Member of Dáil Éireann
Briscoe was first elected to Dáil Éireann as a Fianna Fáil TD for the Dublin South-West constituency at the 1965 general election, succeeding his father Robert Briscoe who had been a TD for 38 years. He was elected at the 1969 general election for Dublin South-Central, where he was re-elected in 1973, and after major boundary changes for the 1977 general election he was elected for the Dublin Rathmines West constituency. A subsequent boundary revision in advance of the 1981 general election abolished Dublin Rathmines West and divided the area between the neighbouring constituencies. Briscoe was re-elected for the re-established Dublin South-Central constituency, which he held until he retired at the 2002 general election.

Briscoe was very critical of the cult of personality surrounding Fianna Fáil leader Charles Haughey during the 1980s, which Briscoe once compared to a "Fascist Dictatorship". Briscoe accordingly helped lead the quietly discontented anti-Haughey faction within Fianna Fáil, which included Charlie McCreevy, during Haughey's time as Taoiseach.

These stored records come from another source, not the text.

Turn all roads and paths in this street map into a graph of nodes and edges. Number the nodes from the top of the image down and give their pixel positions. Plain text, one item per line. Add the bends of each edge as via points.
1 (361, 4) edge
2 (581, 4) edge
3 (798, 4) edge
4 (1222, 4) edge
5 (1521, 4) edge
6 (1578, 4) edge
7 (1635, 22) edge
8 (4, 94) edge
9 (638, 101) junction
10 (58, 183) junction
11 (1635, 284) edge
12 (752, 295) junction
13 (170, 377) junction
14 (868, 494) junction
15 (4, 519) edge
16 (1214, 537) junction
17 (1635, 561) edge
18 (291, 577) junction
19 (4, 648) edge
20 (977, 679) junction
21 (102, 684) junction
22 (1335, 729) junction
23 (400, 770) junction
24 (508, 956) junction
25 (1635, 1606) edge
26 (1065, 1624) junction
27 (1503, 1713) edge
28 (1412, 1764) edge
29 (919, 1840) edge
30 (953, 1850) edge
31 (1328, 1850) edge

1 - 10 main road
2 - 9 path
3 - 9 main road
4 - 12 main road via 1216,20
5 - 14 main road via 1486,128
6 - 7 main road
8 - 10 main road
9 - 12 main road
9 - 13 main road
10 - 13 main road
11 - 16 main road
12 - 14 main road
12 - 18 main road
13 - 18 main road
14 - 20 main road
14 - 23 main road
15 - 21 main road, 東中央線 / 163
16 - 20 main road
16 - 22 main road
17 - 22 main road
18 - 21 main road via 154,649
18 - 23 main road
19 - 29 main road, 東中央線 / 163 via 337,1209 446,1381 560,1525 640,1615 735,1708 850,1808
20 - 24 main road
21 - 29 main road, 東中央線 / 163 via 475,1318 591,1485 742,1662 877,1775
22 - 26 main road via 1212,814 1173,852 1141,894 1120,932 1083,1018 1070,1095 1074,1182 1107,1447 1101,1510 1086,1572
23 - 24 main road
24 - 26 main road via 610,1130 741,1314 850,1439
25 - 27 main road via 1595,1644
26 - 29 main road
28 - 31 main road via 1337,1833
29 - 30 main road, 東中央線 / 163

At the 1992 general election Ben Briscoe was involved in a marathon recount battle with Democratic Left's Eric Byrne to decide the fate of the final seat in Dublin South-Central. Briscoe was declared the victor after ten days of re-counting and re-checking ballot papers, leading to Briscoe describing the long count as being like "the agony and the ex-TD."

Lord Mayor of Dublin
In 1988–1989 he was Lord Mayor of Dublin, a post previously held by his father Robert. His term covered the second half of Dublin's Millennium Year 1988. After the City Council had made him Lord Mayor, Briscoe described his selection for the honour as "one of the proudest moments of my life".

The Molly Malone statue previously at the bottom end of Grafton Street and now outside the Dublin Tourist around the corner was unveiled by Briscoe during the Dublin Millennium celebrations in 1988, and he declared 13 June as Molly Malone Day in Dublin.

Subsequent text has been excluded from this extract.